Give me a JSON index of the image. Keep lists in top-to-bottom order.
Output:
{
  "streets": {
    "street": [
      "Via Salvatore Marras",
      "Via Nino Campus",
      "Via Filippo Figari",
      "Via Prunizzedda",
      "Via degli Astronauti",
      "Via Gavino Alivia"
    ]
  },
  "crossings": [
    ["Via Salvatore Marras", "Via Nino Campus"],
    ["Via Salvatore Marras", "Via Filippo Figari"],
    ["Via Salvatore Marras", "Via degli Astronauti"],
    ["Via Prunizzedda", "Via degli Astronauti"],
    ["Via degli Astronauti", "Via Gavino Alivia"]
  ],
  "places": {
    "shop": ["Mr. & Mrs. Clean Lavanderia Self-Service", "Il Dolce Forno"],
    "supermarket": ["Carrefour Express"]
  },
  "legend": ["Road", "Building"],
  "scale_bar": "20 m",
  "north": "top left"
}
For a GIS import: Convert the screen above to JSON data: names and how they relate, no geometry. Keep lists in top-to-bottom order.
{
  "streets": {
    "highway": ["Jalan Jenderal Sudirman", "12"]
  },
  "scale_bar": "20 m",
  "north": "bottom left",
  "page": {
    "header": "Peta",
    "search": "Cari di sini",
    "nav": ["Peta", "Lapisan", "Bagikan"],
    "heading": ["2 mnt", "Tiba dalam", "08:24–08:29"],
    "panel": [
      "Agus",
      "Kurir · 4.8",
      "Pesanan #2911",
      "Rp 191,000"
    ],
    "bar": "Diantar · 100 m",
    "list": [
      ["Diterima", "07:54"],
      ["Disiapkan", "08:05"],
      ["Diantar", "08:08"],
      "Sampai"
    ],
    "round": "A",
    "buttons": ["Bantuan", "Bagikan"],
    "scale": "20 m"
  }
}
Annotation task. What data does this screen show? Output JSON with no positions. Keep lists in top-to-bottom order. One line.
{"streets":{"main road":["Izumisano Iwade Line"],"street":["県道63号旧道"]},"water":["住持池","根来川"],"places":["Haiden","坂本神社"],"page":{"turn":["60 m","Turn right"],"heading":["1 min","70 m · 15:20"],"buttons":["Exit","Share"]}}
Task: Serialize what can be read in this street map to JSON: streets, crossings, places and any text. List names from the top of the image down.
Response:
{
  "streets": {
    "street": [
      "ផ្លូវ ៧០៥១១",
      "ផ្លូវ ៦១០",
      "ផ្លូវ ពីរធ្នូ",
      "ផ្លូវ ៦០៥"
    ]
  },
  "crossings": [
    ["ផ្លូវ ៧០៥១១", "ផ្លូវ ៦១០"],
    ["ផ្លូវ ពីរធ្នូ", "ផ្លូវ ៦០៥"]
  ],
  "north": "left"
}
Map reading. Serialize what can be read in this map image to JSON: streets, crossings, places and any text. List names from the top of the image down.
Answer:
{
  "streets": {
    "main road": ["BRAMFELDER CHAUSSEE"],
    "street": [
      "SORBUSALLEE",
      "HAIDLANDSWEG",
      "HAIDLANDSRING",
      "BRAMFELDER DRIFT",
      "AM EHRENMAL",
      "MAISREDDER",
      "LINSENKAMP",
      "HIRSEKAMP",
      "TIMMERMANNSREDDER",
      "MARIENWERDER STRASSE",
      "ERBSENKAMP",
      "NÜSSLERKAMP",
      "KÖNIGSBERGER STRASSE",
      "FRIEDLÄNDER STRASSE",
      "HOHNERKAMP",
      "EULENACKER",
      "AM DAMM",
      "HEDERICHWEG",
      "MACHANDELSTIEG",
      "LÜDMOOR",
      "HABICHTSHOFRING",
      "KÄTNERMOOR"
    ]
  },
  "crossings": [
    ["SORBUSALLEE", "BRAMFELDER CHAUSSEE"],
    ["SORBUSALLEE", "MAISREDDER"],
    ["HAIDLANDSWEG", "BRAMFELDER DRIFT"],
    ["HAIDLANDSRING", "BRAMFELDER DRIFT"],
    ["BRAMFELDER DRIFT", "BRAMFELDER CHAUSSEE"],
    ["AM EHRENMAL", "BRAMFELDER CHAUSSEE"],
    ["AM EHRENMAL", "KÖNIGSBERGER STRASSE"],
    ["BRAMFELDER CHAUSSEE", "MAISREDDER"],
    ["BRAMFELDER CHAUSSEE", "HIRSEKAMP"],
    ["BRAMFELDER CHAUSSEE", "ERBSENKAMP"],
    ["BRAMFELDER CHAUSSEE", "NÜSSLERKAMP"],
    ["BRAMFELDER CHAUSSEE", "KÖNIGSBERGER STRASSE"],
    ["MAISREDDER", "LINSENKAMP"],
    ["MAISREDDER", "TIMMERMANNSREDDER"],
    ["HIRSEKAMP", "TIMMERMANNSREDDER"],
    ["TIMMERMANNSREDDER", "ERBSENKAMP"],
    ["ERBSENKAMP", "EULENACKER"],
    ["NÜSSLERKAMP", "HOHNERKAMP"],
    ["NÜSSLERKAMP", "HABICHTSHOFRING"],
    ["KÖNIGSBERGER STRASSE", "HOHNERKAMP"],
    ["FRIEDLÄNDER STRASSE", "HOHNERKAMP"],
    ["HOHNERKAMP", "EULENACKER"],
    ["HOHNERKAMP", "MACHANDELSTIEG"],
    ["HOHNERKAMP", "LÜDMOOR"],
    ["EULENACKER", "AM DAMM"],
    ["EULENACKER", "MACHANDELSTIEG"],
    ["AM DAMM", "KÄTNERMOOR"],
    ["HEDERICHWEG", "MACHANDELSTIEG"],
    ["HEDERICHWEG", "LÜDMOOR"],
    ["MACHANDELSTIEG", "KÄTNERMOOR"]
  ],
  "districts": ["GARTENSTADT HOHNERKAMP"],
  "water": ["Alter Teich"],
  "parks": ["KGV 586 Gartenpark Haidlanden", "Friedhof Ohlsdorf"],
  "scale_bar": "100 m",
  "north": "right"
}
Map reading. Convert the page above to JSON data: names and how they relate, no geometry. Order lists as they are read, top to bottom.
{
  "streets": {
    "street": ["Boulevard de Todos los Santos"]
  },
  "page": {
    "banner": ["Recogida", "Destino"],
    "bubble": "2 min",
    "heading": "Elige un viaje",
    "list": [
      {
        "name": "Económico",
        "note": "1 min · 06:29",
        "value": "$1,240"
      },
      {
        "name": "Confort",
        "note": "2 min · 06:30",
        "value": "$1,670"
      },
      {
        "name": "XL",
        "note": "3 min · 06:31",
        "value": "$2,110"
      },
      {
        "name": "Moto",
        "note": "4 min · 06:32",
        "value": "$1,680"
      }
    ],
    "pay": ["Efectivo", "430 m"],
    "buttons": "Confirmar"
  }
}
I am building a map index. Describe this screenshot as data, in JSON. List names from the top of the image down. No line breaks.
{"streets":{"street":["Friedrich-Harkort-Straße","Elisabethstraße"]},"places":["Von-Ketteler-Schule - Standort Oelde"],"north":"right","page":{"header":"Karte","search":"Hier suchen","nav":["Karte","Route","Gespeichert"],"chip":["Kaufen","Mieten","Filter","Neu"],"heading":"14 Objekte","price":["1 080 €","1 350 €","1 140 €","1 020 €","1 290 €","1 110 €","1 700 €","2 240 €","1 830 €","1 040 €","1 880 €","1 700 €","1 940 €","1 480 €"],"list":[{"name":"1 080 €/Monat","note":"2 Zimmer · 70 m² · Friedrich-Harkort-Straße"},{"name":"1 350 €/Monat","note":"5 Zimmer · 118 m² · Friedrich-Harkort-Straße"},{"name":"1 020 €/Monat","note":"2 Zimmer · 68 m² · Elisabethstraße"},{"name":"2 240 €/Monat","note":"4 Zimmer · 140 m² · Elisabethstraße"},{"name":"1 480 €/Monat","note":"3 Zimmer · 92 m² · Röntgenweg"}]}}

********************

* _Exercise directions_
Copy every line of the records word for word.

* _Finished exercise_
Give me a JSON index of the image. Keep lists in top-to-bottom order.
Output:
{
  "streets": {
    "street": [
      "Via Salvatore Marras",
      "Via Nino Campus",
      "Via Filippo Figari",
      "Via Prunizzedda",
      "Via degli Astronauti",
      "Via Gavino Alivia"
    ]
  },
  "crossings": [
    ["Via Salvatore Marras", "Via Nino Campus"],
    ["Via Salvatore Marras", "Via Filippo Figari"],
    ["Via Salvatore Marras", "Via degli Astronauti"],
    ["Via Prunizzedda", "Via degli Astronauti"],
    ["Via degli Astronauti", "Via Gavino Alivia"]
  ],
  "places": {
    "shop": ["Mr. & Mrs. Clean Lavanderia Self-Service", "Il Dolce Forno"],
    "supermarket": ["Carrefour Express"]
  },
  "legend": ["Road", "Building"],
  "scale_bar": "20 m",
  "north": "top left"
}
For a GIS import: Convert the screen above to JSON data: names and how they relate, no geometry. Keep lists in top-to-bottom order.
{
  "streets": {
    "highway": ["Jalan Jenderal Sudirman", "12"]
  },
  "scale_bar": "20 m",
  "north": "bottom left",
  "page": {
    "header": "Peta",
    "search": "Cari di sini",
    "nav": ["Peta", "Lapisan", "Bagikan"],
    "heading": ["2 mnt", "Tiba dalam", "08:24–08:29"],
    "panel": [
      "Agus",
      "Kurir · 4.8",
      "Pesanan #2911",
      "Rp 191,000"
    ],
    "bar": "Diantar · 100 m",
    "list": [
      ["Diterima", "07:54"],
      ["Disiapkan", "08:05"],
      ["Diantar", "08:08"],
      "Sampai"
    ],
    "round": "A",
    "buttons": ["Bantuan", "Bagikan"],
    "scale": "20 m"
  }
}
Annotation task. What data does this screen show? Output JSON with no positions. Keep lists in top-to-bottom order. One line.
{"streets":{"main road":["Izumisano Iwade Line"],"street":["県道63号旧道"]},"water":["住持池","根来川"],"places":["Haiden","坂本神社"],"page":{"turn":["60 m","Turn right"],"heading":["1 min","70 m · 15:20"],"buttons":["Exit","Share"]}}
Task: Serialize what can be read in this street map to JSON: streets, crossings, places and any text. List names from the top of the image down.
Response:
{
  "streets": {
    "street": [
      "ផ្លូវ ៧០៥១១",
      "ផ្លូវ ៦១០",
      "ផ្លូវ ពីរធ្នូ",
      "ផ្លូវ ៦០៥"
    ]
  },
  "crossings": [
    ["ផ្លូវ ៧០៥១១", "ផ្លូវ ៦១០"],
    ["ផ្លូវ ពីរធ្នូ", "ផ្លូវ ៦០៥"]
  ],
  "north": "left"
}
Map reading. Serialize what can be read in this map image to JSON: streets, crossings, places and any text. List names from the top of the image down.
Answer:
{
  "streets": {
    "main road": ["BRAMFELDER CHAUSSEE"],
    "street": [
      "SORBUSALLEE",
      "HAIDLANDSWEG",
      "HAIDLANDSRING",
      "BRAMFELDER DRIFT",
      "AM EHRENMAL",
      "MAISREDDER",
      "LINSENKAMP",
      "HIRSEKAMP",
      "TIMMERMANNSREDDER",
      "MARIENWERDER STRASSE",
      "ERBSENKAMP",
      "NÜSSLERKAMP",
      "KÖNIGSBERGER STRASSE",
      "FRIEDLÄNDER STRASSE",
      "HOHNERKAMP",
      "EULENACKER",
      "AM DAMM",
      "HEDERICHWEG",
      "MACHANDELSTIEG",
      "LÜDMOOR",
      "HABICHTSHOFRING",
      "KÄTNERMOOR"
    ]
  },
  "crossings": [
    ["SORBUSALLEE", "BRAMFELDER CHAUSSEE"],
    ["SORBUSALLEE", "MAISREDDER"],
    ["HAIDLANDSWEG", "BRAMFELDER DRIFT"],
    ["HAIDLANDSRING", "BRAMFELDER DRIFT"],
    ["BRAMFELDER DRIFT", "BRAMFELDER CHAUSSEE"],
    ["AM EHRENMAL", "BRAMFELDER CHAUSSEE"],
    ["AM EHRENMAL", "KÖNIGSBERGER STRASSE"],
    ["BRAMFELDER CHAUSSEE", "MAISREDDER"],
    ["BRAMFELDER CHAUSSEE", "HIRSEKAMP"],
    ["BRAMFELDER CHAUSSEE", "ERBSENKAMP"],
    ["BRAMFELDER CHAUSSEE", "NÜSSLERKAMP"],
    ["BRAMFELDER CHAUSSEE", "KÖNIGSBERGER STRASSE"],
    ["MAISREDDER", "LINSENKAMP"],
    ["MAISREDDER", "TIMMERMANNSREDDER"],
    ["HIRSEKAMP", "TIMMERMANNSREDDER"],
    ["TIMMERMANNSREDDER", "ERBSENKAMP"],
    ["ERBSENKAMP", "EULENACKER"],
    ["NÜSSLERKAMP", "HOHNERKAMP"],
    ["NÜSSLERKAMP", "HABICHTSHOFRING"],
    ["KÖNIGSBERGER STRASSE", "HOHNERKAMP"],
    ["FRIEDLÄNDER STRASSE", "HOHNERKAMP"],
    ["HOHNERKAMP", "EULENACKER"],
    ["HOHNERKAMP", "MACHANDELSTIEG"],
    ["HOHNERKAMP", "LÜDMOOR"],
    ["EULENACKER", "AM DAMM"],
    ["EULENACKER", "MACHANDELSTIEG"],
    ["AM DAMM", "KÄTNERMOOR"],
    ["HEDERICHWEG", "MACHANDELSTIEG"],
    ["HEDERICHWEG", "LÜDMOOR"],
    ["MACHANDELSTIEG", "KÄTNERMOOR"]
  ],
  "districts": ["GARTENSTADT HOHNERKAMP"],
  "water": ["Alter Teich"],
  "parks": ["KGV 586 Gartenpark Haidlanden", "Friedhof Ohlsdorf"],
  "scale_bar": "100 m",
  "north": "right"
}
Map reading. Convert the page above to JSON data: names and how they relate, no geometry. Order lists as they are read, top to bottom.
{
  "streets": {
    "street": ["Boulevard de Todos los Santos"]
  },
  "page": {
    "banner": ["Recogida", "Destino"],
    "bubble": "2 min",
    "heading": "Elige un viaje",
    "list": [
      {
        "name": "Económico",
        "note": "1 min · 06:29",
        "value": "$1,240"
      },
      {
        "name": "Confort",
        "note": "2 min · 06:30",
        "value": "$1,670"
      },
      {
        "name": "XL",
        "note": "3 min · 06:31",
        "value": "$2,110"
      },
      {
        "name": "Moto",
        "note": "4 min · 06:32",
        "value": "$1,680"
      }
    ],
    "pay": ["Efectivo", "430 m"],
    "buttons": "Confirmar"
  }
}
I am building a map index. Describe this screenshot as data, in JSON. List names from the top of the image down. No line breaks.
{"streets":{"street":["Friedrich-Harkort-Straße","Elisabethstraße"]},"places":["Von-Ketteler-Schule - Standort Oelde"],"north":"right","page":{"header":"Karte","search":"Hier suchen","nav":["Karte","Route","Gespeichert"],"chip":["Kaufen","Mieten","Filter","Neu"],"heading":"14 Objekte","price":["1 080 €","1 350 €","1 140 €","1 020 €","1 290 €","1 110 €","1 700 €","2 240 €","1 830 €","1 040 €","1 880 €","1 700 €","1 940 €","1 480 €"],"list":[{"name":"1 080 €/Monat","note":"2 Zimmer · 70 m² · Friedrich-Harkort-Straße"},{"name":"1 350 €/Monat","note":"5 Zimmer · 118 m² · Friedrich-Harkort-Straße"},{"name":"1 020 €/Monat","note":"2 Zimmer · 68 m² · Elisabethstraße"},{"name":"2 240 €/Monat","note":"4 Zimmer · 140 m² · Elisabethstraße"},{"name":"1 480 €/Monat","note":"3 Zimmer · 92 m² · Röntgenweg"}]}}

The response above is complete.